* SUPPLIED ENTRIES:
- Opening Delimiter -

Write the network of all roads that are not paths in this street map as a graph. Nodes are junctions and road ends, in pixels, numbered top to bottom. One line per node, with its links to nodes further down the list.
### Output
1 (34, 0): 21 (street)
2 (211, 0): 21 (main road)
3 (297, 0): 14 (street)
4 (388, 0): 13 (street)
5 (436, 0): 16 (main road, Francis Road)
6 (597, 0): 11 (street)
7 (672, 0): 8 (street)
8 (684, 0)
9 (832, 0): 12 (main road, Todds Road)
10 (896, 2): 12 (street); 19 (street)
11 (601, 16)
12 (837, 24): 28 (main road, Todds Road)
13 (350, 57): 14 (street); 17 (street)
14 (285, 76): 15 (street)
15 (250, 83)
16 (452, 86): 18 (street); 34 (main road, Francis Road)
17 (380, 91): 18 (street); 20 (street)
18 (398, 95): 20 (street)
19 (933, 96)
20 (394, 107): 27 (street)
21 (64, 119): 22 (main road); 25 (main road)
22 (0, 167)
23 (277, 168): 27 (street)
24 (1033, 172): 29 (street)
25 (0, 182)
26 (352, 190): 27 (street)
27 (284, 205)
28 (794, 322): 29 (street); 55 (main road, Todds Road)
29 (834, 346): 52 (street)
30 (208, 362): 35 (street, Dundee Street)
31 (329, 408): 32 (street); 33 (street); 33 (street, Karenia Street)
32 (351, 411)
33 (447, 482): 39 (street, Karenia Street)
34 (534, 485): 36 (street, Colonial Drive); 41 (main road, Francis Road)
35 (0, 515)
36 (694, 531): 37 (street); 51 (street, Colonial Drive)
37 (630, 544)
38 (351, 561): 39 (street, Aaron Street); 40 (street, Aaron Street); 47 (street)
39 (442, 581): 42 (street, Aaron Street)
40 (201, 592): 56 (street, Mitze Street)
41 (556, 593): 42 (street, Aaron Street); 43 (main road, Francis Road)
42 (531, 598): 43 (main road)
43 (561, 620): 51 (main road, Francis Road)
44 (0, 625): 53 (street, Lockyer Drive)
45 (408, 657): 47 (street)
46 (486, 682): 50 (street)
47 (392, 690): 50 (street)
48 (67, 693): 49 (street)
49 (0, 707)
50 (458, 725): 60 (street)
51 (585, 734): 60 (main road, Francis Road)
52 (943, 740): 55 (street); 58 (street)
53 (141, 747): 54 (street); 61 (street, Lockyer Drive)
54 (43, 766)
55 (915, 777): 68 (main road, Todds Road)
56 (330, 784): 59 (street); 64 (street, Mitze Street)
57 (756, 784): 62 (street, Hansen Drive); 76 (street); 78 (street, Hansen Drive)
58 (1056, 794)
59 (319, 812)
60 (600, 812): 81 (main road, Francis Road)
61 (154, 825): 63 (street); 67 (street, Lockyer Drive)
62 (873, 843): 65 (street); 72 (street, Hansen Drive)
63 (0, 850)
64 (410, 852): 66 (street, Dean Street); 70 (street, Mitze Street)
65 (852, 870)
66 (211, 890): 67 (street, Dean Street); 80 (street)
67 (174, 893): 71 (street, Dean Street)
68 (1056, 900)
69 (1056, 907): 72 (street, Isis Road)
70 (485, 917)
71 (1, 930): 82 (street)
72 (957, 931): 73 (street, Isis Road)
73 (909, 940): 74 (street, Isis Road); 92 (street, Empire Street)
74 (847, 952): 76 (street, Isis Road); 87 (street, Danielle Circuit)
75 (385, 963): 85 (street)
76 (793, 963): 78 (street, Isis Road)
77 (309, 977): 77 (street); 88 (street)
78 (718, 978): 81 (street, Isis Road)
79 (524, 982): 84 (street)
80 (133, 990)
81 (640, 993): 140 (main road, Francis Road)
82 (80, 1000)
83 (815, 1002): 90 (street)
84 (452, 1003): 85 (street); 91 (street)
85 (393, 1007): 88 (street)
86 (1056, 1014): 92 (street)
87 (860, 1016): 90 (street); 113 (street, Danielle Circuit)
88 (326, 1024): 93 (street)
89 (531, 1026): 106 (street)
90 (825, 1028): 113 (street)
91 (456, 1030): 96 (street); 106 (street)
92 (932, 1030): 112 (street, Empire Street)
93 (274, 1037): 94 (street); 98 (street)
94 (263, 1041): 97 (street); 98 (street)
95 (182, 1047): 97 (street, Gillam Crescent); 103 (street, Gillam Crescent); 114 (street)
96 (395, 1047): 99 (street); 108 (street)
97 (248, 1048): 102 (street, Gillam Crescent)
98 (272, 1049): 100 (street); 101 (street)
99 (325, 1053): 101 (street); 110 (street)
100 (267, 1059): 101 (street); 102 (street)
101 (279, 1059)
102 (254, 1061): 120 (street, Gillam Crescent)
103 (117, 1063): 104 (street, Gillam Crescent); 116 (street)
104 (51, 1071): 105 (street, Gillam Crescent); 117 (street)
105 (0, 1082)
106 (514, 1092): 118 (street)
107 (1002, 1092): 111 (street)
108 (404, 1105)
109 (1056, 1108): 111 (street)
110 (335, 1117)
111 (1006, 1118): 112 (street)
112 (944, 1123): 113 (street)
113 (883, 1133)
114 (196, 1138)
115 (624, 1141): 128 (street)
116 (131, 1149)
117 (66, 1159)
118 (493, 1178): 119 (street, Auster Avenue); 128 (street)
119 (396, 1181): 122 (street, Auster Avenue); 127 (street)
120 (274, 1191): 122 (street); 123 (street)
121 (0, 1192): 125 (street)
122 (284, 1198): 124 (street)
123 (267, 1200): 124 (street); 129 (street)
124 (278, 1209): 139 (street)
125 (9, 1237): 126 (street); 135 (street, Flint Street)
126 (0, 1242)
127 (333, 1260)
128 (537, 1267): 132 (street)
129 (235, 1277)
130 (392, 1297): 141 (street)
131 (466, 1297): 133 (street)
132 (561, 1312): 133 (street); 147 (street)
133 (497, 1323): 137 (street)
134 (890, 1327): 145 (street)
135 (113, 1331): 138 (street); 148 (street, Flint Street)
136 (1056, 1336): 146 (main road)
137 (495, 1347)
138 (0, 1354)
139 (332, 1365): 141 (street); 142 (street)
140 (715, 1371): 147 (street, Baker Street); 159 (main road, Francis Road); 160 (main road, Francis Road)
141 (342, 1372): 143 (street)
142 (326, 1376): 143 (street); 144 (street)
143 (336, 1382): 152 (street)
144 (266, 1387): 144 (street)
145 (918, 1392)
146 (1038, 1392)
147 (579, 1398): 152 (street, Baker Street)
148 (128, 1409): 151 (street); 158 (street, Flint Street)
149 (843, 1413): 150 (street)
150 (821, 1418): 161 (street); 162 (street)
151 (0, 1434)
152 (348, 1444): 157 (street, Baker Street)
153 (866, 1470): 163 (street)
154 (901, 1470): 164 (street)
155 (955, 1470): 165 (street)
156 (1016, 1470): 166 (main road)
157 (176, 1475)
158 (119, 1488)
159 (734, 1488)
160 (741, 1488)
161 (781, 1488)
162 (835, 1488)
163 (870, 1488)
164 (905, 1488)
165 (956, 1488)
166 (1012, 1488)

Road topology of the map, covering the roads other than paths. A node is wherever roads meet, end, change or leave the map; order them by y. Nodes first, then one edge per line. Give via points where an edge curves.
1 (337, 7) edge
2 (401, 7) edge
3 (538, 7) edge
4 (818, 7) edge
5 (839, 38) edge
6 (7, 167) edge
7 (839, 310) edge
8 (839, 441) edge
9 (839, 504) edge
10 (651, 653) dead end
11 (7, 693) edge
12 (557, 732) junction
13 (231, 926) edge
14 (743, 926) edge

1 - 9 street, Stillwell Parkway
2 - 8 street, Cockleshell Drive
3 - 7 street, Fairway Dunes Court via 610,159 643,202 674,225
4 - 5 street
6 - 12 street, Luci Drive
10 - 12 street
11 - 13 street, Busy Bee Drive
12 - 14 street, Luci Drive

- Closing Delimiter -

* YOUR GOAL:
Leaving every word in place, output the whole listing above.

* SOLUTION:
Write the network of all roads that are not paths in this street map as a graph. Nodes are junctions and road ends, in pixels, numbered top to bottom. One line per node, with its links to nodes further down the list.
### Output
1 (34, 0): 21 (street)
2 (211, 0): 21 (main road)
3 (297, 0): 14 (street)
4 (388, 0): 13 (street)
5 (436, 0): 16 (main road, Francis Road)
6 (597, 0): 11 (street)
7 (672, 0): 8 (street)
8 (684, 0)
9 (832, 0): 12 (main road, Todds Road)
10 (896, 2): 12 (street); 19 (street)
11 (601, 16)
12 (837, 24): 28 (main road, Todds Road)
13 (350, 57): 14 (street); 17 (street)
14 (285, 76): 15 (street)
15 (250, 83)
16 (452, 86): 18 (street); 34 (main road, Francis Road)
17 (380, 91): 18 (street); 20 (street)
18 (398, 95): 20 (street)
19 (933, 96)
20 (394, 107): 27 (street)
21 (64, 119): 22 (main road); 25 (main road)
22 (0, 167)
23 (277, 168): 27 (street)
24 (1033, 172): 29 (street)
25 (0, 182)
26 (352, 190): 27 (street)
27 (284, 205)
28 (794, 322): 29 (street); 55 (main road, Todds Road)
29 (834, 346): 52 (street)
30 (208, 362): 35 (street, Dundee Street)
31 (329, 408): 32 (street); 33 (street); 33 (street, Karenia Street)
32 (351, 411)
33 (447, 482): 39 (street, Karenia Street)
34 (534, 485): 36 (street, Colonial Drive); 41 (main road, Francis Road)
35 (0, 515)
36 (694, 531): 37 (street); 51 (street, Colonial Drive)
37 (630, 544)
38 (351, 561): 39 (street, Aaron Street); 40 (street, Aaron Street); 47 (street)
39 (442, 581): 42 (street, Aaron Street)
40 (201, 592): 56 (street, Mitze Street)
41 (556, 593): 42 (street, Aaron Street); 43 (main road, Francis Road)
42 (531, 598): 43 (main road)
43 (561, 620): 51 (main road, Francis Road)
44 (0, 625): 53 (street, Lockyer Drive)
45 (408, 657): 47 (street)
46 (486, 682): 50 (street)
47 (392, 690): 50 (street)
48 (67, 693): 49 (street)
49 (0, 707)
50 (458, 725): 60 (street)
51 (585, 734): 60 (main road, Francis Road)
52 (943, 740): 55 (street); 58 (street)
53 (141, 747): 54 (street); 61 (street, Lockyer Drive)
54 (43, 766)
55 (915, 777): 68 (main road, Todds Road)
56 (330, 784): 59 (street); 64 (street, Mitze Street)
57 (756, 784): 62 (street, Hansen Drive); 76 (street); 78 (street, Hansen Drive)
58 (1056, 794)
59 (319, 812)
60 (600, 812): 81 (main road, Francis Road)
61 (154, 825): 63 (street); 67 (street, Lockyer Drive)
62 (873, 843): 65 (street); 72 (street, Hansen Drive)
63 (0, 850)
64 (410, 852): 66 (street, Dean Street); 70 (street, Mitze Street)
65 (852, 870)
66 (211, 890): 67 (street, Dean Street); 80 (street)
67 (174, 893): 71 (street, Dean Street)
68 (1056, 900)
69 (1056, 907): 72 (street, Isis Road)
70 (485, 917)
71 (1, 930): 82 (street)
72 (957, 931): 73 (street, Isis Road)
73 (909, 940): 74 (street, Isis Road); 92 (street, Empire Street)
74 (847, 952): 76 (street, Isis Road); 87 (street, Danielle Circuit)
75 (385, 963): 85 (street)
76 (793, 963): 78 (street, Isis Road)
77 (309, 977): 77 (street); 88 (street)
78 (718, 978): 81 (street, Isis Road)
79 (524, 982): 84 (street)
80 (133, 990)
81 (640, 993): 140 (main road, Francis Road)
82 (80, 1000)
83 (815, 1002): 90 (street)
84 (452, 1003): 85 (street); 91 (street)
85 (393, 1007): 88 (street)
86 (1056, 1014): 92 (street)
87 (860, 1016): 90 (street); 113 (street, Danielle Circuit)
88 (326, 1024): 93 (street)
89 (531, 1026): 106 (street)
90 (825, 1028): 113 (street)
91 (456, 1030): 96 (street); 106 (street)
92 (932, 1030): 112 (street, Empire Street)
93 (274, 1037): 94 (street); 98 (street)
94 (263, 1041): 97 (street); 98 (street)
95 (182, 1047): 97 (street, Gillam Crescent); 103 (street, Gillam Crescent); 114 (street)
96 (395, 1047): 99 (street); 108 (street)
97 (248, 1048): 102 (street, Gillam Crescent)
98 (272, 1049): 100 (street); 101 (street)
99 (325, 1053): 101 (street); 110 (street)
100 (267, 1059): 101 (street); 102 (street)
101 (279, 1059)
102 (254, 1061): 120 (street, Gillam Crescent)
103 (117, 1063): 104 (street, Gillam Crescent); 116 (street)
104 (51, 1071): 105 (street, Gillam Crescent); 117 (street)
105 (0, 1082)
106 (514, 1092): 118 (street)
107 (1002, 1092): 111 (street)
108 (404, 1105)
109 (1056, 1108): 111 (street)
110 (335, 1117)
111 (1006, 1118): 112 (street)
112 (944, 1123): 113 (street)
113 (883, 1133)
114 (196, 1138)
115 (624, 1141): 128 (street)
116 (131, 1149)
117 (66, 1159)
118 (493, 1178): 119 (street, Auster Avenue); 128 (street)
119 (396, 1181): 122 (street, Auster Avenue); 127 (street)
120 (274, 1191): 122 (street); 123 (street)
121 (0, 1192): 125 (street)
122 (284, 1198): 124 (street)
123 (267, 1200): 124 (street); 129 (street)
124 (278, 1209): 139 (street)
125 (9, 1237): 126 (street); 135 (street, Flint Street)
126 (0, 1242)
127 (333, 1260)
128 (537, 1267): 132 (street)
129 (235, 1277)
130 (392, 1297): 141 (street)
131 (466, 1297): 133 (street)
132 (561, 1312): 133 (street); 147 (street)
133 (497, 1323): 137 (street)
134 (890, 1327): 145 (street)
135 (113, 1331): 138 (street); 148 (street, Flint Street)
136 (1056, 1336): 146 (main road)
137 (495, 1347)
138 (0, 1354)
139 (332, 1365): 141 (street); 142 (street)
140 (715, 1371): 147 (street, Baker Street); 159 (main road, Francis Road); 160 (main road, Francis Road)
141 (342, 1372): 143 (street)
142 (326, 1376): 143 (street); 144 (street)
143 (336, 1382): 152 (street)
144 (266, 1387): 144 (street)
145 (918, 1392)
146 (1038, 1392)
147 (579, 1398): 152 (street, Baker Street)
148 (128, 1409): 151 (street); 158 (street, Flint Street)
149 (843, 1413): 150 (street)
150 (821, 1418): 161 (street); 162 (street)
151 (0, 1434)
152 (348, 1444): 157 (street, Baker Street)
153 (866, 1470): 163 (street)
154 (901, 1470): 164 (street)
155 (955, 1470): 165 (street)
156 (1016, 1470): 166 (main road)
157 (176, 1475)
158 (119, 1488)
159 (734, 1488)
160 (741, 1488)
161 (781, 1488)
162 (835, 1488)
163 (870, 1488)
164 (905, 1488)
165 (956, 1488)
166 (1012, 1488)

Road topology of the map, covering the roads other than paths. A node is wherever roads meet, end, change or leave the map; order them by y. Nodes first, then one edge per line. Give via points where an edge curves.
1 (337, 7) edge
2 (401, 7) edge
3 (538, 7) edge
4 (818, 7) edge
5 (839, 38) edge
6 (7, 167) edge
7 (839, 310) edge
8 (839, 441) edge
9 (839, 504) edge
10 (651, 653) dead end
11 (7, 693) edge
12 (557, 732) junction
13 (231, 926) edge
14 (743, 926) edge

1 - 9 street, Stillwell Parkway
2 - 8 street, Cockleshell Drive
3 - 7 street, Fairway Dunes Court via 610,159 643,202 674,225
4 - 5 street
6 - 12 street, Luci Drive
10 - 12 street
11 - 13 street, Busy Bee Drive
12 - 14 street, Luci Drive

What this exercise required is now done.